[[ Data supplied open ]]
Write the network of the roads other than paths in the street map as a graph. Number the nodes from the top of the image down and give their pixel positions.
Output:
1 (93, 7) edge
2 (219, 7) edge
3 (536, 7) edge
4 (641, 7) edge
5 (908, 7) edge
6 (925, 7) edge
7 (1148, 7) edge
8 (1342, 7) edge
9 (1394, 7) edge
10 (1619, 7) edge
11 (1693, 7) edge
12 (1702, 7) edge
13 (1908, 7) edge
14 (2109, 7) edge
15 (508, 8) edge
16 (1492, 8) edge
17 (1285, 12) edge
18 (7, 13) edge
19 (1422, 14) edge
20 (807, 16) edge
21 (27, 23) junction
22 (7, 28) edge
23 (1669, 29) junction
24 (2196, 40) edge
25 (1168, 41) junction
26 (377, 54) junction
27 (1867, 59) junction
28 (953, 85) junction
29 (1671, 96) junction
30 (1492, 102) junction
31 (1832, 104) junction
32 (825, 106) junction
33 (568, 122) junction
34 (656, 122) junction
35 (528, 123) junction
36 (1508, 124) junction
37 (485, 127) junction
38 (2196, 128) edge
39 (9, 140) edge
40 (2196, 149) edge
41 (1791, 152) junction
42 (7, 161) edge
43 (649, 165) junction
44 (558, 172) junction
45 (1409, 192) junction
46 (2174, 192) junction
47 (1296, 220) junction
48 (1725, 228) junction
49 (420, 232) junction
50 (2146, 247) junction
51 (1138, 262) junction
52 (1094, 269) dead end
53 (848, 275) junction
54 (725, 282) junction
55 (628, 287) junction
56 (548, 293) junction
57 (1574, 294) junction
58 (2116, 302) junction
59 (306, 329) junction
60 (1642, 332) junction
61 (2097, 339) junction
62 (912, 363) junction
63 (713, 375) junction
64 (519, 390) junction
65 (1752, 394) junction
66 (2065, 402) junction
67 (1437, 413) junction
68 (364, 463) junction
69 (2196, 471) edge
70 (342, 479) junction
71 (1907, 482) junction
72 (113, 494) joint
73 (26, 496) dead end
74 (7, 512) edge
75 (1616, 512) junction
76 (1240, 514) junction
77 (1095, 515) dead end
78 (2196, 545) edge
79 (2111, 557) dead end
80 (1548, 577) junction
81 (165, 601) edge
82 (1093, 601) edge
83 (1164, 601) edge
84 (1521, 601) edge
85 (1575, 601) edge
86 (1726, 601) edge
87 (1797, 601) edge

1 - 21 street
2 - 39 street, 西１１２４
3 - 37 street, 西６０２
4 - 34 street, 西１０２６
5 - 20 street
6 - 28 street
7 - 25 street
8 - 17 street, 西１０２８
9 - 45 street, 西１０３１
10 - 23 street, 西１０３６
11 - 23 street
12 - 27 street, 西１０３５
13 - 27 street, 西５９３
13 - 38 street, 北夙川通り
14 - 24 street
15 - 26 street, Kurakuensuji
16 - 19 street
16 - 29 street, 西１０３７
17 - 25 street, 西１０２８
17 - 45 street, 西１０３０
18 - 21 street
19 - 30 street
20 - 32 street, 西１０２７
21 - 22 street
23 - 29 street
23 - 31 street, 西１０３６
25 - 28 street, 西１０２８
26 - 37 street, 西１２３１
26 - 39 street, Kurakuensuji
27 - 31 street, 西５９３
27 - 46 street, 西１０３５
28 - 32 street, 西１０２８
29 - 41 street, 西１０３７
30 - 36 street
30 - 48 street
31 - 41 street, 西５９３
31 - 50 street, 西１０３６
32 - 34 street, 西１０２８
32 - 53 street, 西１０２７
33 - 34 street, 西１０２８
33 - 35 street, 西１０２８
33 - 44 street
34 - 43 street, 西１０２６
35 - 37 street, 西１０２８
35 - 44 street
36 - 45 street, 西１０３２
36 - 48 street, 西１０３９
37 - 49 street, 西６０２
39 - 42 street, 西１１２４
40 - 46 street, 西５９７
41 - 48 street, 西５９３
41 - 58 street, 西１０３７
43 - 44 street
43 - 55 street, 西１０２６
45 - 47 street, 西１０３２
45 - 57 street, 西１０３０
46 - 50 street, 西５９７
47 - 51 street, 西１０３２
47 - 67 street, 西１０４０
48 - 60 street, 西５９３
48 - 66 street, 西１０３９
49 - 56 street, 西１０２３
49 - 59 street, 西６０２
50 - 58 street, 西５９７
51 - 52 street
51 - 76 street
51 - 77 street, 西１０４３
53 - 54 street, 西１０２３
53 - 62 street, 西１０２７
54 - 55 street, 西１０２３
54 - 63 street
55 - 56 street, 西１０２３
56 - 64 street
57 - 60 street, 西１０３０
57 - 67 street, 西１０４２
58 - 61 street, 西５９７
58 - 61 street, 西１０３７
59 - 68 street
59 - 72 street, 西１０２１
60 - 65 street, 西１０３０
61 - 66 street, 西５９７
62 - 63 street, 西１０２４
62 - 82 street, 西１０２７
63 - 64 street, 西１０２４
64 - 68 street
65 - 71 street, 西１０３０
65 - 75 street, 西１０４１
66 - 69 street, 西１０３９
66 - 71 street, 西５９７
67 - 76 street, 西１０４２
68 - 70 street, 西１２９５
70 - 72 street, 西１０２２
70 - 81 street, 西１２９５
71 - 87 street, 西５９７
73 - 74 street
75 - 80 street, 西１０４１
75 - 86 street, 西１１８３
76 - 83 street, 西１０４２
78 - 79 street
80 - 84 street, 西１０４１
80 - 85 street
[[ Data supplied closed ]]
[[ Data supplied open ]]
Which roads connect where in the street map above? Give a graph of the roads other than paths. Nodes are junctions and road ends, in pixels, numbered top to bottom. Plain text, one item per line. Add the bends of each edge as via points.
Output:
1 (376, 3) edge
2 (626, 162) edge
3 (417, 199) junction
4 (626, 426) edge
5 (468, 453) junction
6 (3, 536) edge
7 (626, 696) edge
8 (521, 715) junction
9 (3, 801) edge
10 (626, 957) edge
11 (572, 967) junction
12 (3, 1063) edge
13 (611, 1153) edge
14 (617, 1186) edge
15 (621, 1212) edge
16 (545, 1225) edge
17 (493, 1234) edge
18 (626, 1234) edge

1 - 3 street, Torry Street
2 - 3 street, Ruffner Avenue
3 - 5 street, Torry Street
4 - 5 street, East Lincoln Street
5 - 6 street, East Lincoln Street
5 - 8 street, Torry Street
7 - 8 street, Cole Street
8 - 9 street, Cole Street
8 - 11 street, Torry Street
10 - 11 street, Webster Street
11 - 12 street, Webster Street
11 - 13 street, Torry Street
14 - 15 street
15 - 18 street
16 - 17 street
[[ Data supplied closed ]]
# Exercise
Would you please copy every line from the listing above that contains the word "other"?

# Result of this task
Write the network of the roads other than paths in the street map as a graph. Number the nodes from the top of the image down and give their pixel positions.
Which roads connect where in the street map above? Give a graph of the roads other than paths. Nodes are junctions and road ends, in pixels, numbered top to bottom. Plain text, one item per line. Add the bends of each edge as via points.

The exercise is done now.